Amber identifies several factors that the Supreme Court enumerated in Reid weighing against a finding of a joint employer arrangement, including that it did not hire, compensate, provide benefits for, assign or discipline Plaintiff. See Amber Mem. at 11, 13–14. But the Second Circuit has held that, in anti-discrimination cases, “courts should not ordinarily place extra weight on the benefits and tax treatment factors enumerated in Reid, and should instead place special weight on the extent to which the hiring party controls the ‘manner and means’ by which the worker completes her assigned tasks.” Eisenberg v. Advance Relocation & Storage, Inc., 237 F.3d 111, 117, 119 (2d Cir. 2000) (reversing grant of summary judgment that plaintiff was not an “employee” within the meaning of Title VII) (emphasis in original).

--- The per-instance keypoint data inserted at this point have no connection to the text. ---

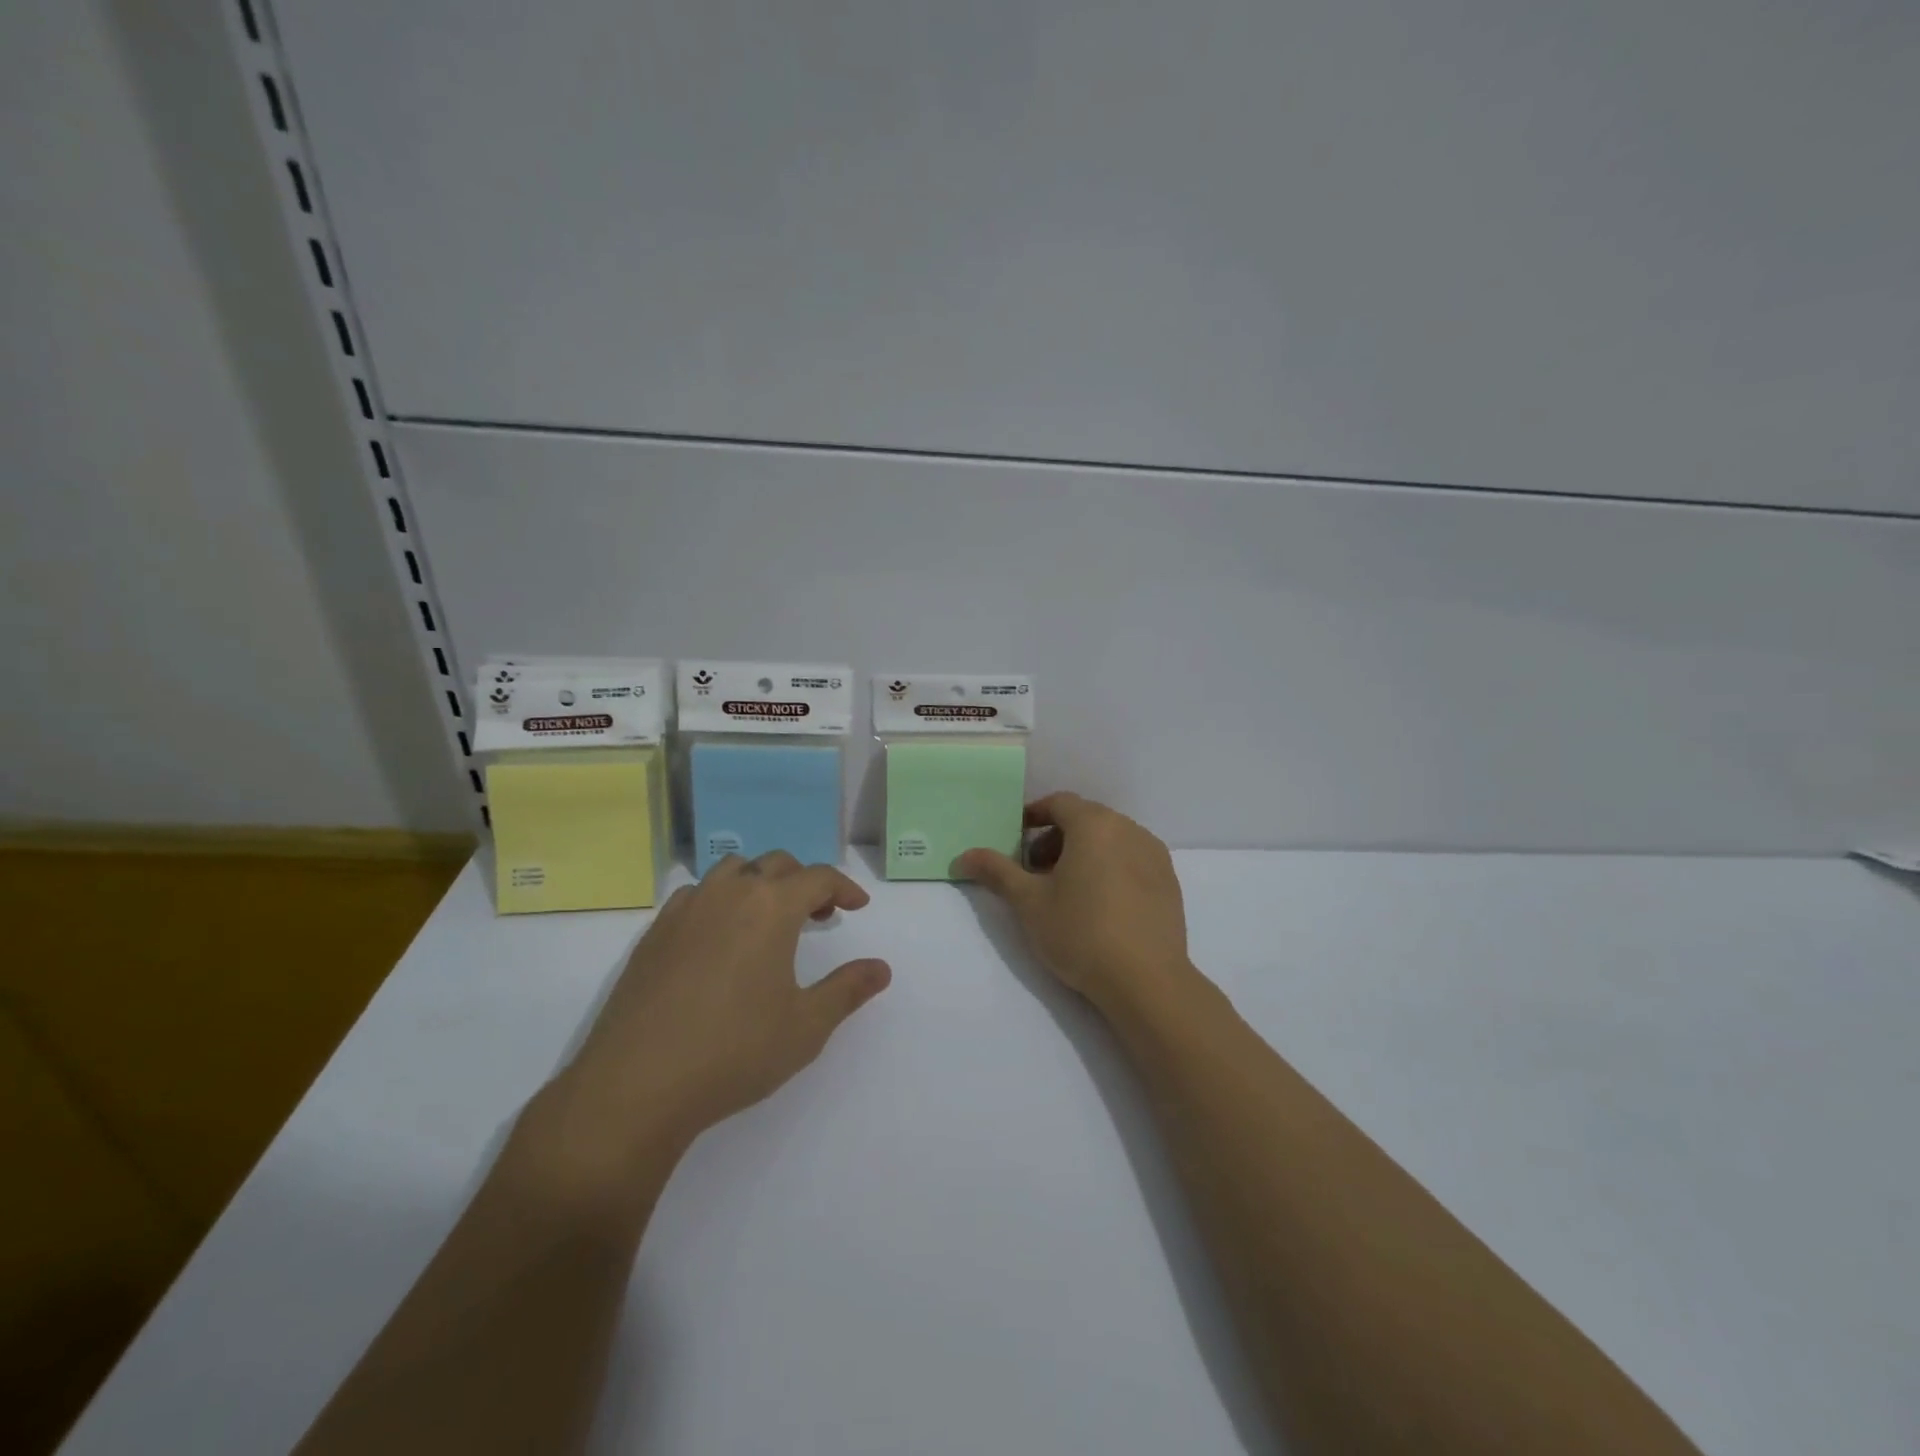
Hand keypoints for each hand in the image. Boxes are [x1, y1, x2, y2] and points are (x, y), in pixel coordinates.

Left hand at [558, 854, 891, 1156]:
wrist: (636, 1085)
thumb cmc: (734, 1051)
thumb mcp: (806, 1026)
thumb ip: (847, 990)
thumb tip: (881, 968)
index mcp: (771, 907)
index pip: (817, 876)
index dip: (843, 887)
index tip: (857, 907)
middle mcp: (729, 893)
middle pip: (775, 864)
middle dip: (804, 881)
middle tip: (819, 913)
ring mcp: (686, 909)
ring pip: (732, 870)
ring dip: (759, 882)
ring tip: (769, 919)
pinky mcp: (654, 932)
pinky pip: (697, 895)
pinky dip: (720, 900)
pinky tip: (720, 938)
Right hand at [957, 793, 1191, 1012]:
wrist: (1146, 980)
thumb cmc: (1081, 933)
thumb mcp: (1029, 903)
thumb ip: (997, 872)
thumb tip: (964, 855)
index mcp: (1094, 824)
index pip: (1058, 803)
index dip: (1033, 816)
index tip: (1016, 839)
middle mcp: (1128, 829)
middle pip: (1086, 819)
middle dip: (1056, 838)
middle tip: (1035, 870)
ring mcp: (1154, 854)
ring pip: (1111, 839)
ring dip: (1084, 852)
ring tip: (1067, 889)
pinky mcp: (1169, 881)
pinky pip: (1132, 859)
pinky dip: (1111, 867)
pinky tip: (1101, 904)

Plaintiff alleges facts, not present in Felder, suggesting that Defendants exercised control over the “manner and means” by which she taught in their schools, which arguably pleads a joint employer arrangement. Reading the Complaint liberally to raise the strongest arguments it suggests and drawing all reasonable inferences in her favor, Plaintiff has met the “not great” burden of plausibly alleging that Defendants “exerted significant control over the terms and conditions of [her] employment.” See Felder, 27 F.4th at 845. In particular, Plaintiff alleges that Defendants (1) had power to “change[ ] my assignment schedule” (Compl. at 10); (2) oversaw what she did in the classroom (id. at 10, 12) (the school principal “showed up for two minutes” after Plaintiff was not given a lesson plan and Plaintiff “talked about next week assignments” with another teacher); and (3) provided critiques of her supervision of students (id. at 10–12) (the school principal told Plaintiff students had a “problem at lunch time with you” and Plaintiff asserts that “they tried to create problem with classroom management” and “make problem over students going to the bathroom”).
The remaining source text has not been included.